A recent article on the BBC website reports that discovering income disparities with peers causes unhappiness. Other studies of national levels of happiness indicate that nations with low disparities of wealth are happier, overall, than nations with large wealth disparities. Denmark in particular, is often cited as home to the happiest people on earth and the highest tax rate, a tax rate that insures low wealth disparity. What is it about us humans that makes us happier when there is more uniformity, more collective ownership, and less disparity of rewards for our efforts? As the saying goes, is this nature or nurture?


The answer may be found in Man's Best Friend. A scientist in Vienna ran some behavioral experiments and discovered that dogs stopped cooperating with researchers and began to show signs of distress if they were not offered the same tasty rewards given to other dogs. While typically happy and engaged when all dogs received similar rewards for their efforts, once the rewards were altered to show levels of disparity, the dogs who received less would show bouts of envy, aggression towards other dogs, and would sometimes simply withdraw from the pack. In other words, high levels of wealth disparity with dogs results in an unhappy pack. Some scientists believe a sense of justice could be crucial for social animals and may have played a role in the evolution of cooperation.

Could it be that we humans share this same bit of DNA and that is why we are sad, angry, and sometimes violent when faced with vast disparities of wealth? Do we, like our canine friends, have a deep seated instinct that acknowledges our vulnerability as individuals and our strength as a pack? Should we, as a people, employ measures to insure less wealth disparity in the interests of national happiness and well being?

In the USA, we belive in "Life, Liberty, and the Pursuit of Happiness", but given the realities of the economic model that began with Reagan and continues into today where billionares are bailed out, workers are discarded, and corporate profits are seen as the measure of our sucess, is the pursuit of happiness in America more like the pursuit of fortune in Las Vegas, all image and no substance for the majority with the real fortunes going to the connected insiders?
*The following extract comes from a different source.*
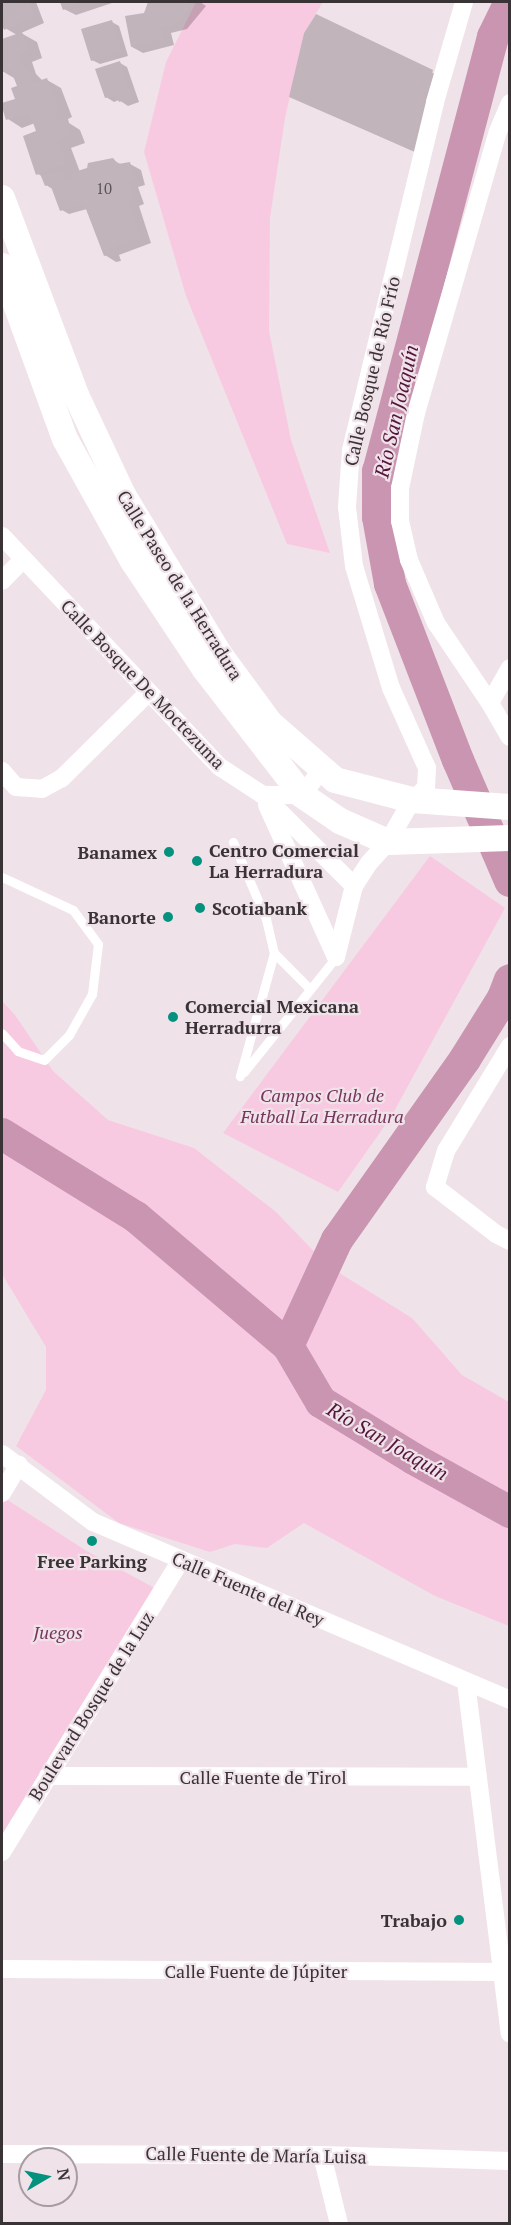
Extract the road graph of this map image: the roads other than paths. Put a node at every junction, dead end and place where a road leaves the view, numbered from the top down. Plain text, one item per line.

The wealthy in Ameica will tell you that they worked hard for their money and I have no doubt that they did, in most cases. I will also tell you the some of the hardest working people I know are poor, and yet, they are not getting their fair share of the rewards this country has to offer. This social injustice is causing the same levels of anger, agression, and withdrawl the scientists saw in dogs and there should be no doubt that if we are to bring our nation back to the health, we need to realize that we are a social being and return to an economic model that more justly rewards all who work each day, no matter their rank in the pack.



Salon.com
Comments
In all honesty, I wonder if this experiment was flawed from the outset. Dogs are pack animals, and I think one might expect them to try to curry favor with the pack leader - which in this case, and with their mentality, would be the experimenter providing the choice bits of food. In a typical pack, the leader would take the best bits and leave the rest for the rest of the pack - which would be allocated by pecking order. Those who got none would be "encouraged" to leave and try to find a new pack, or go it alone. They clearly didn't have that option in this setting. So, the view of the pack members who weren't getting any was that this pack leader was deficient, couldn't be challenged (the experimenter didn't live with the pack) and the pack member couldn't strike out on its own. What choice (from the member's POV) but slow starvation? Given that line of reasoning, is there any surprise in the response of the pack members who weren't being "treated equitably"?
:)
If my CEO asks me to take one more pay cut, one more increase in premiums, I'm busting into his mansion and am carrying out some priceless artwork.
Another well-reasoned, clearly written post FC. You need a wider audience.
Have you read Tony Judt's "Ill Fares the Land?" I haven't finished it yet, but it touches on some of the stuff you mentioned, connecting a huge variety of social ills to glaring gaps in wealth.
Anyway, thanks for an excellent post! You are one of my favorite writers on OS!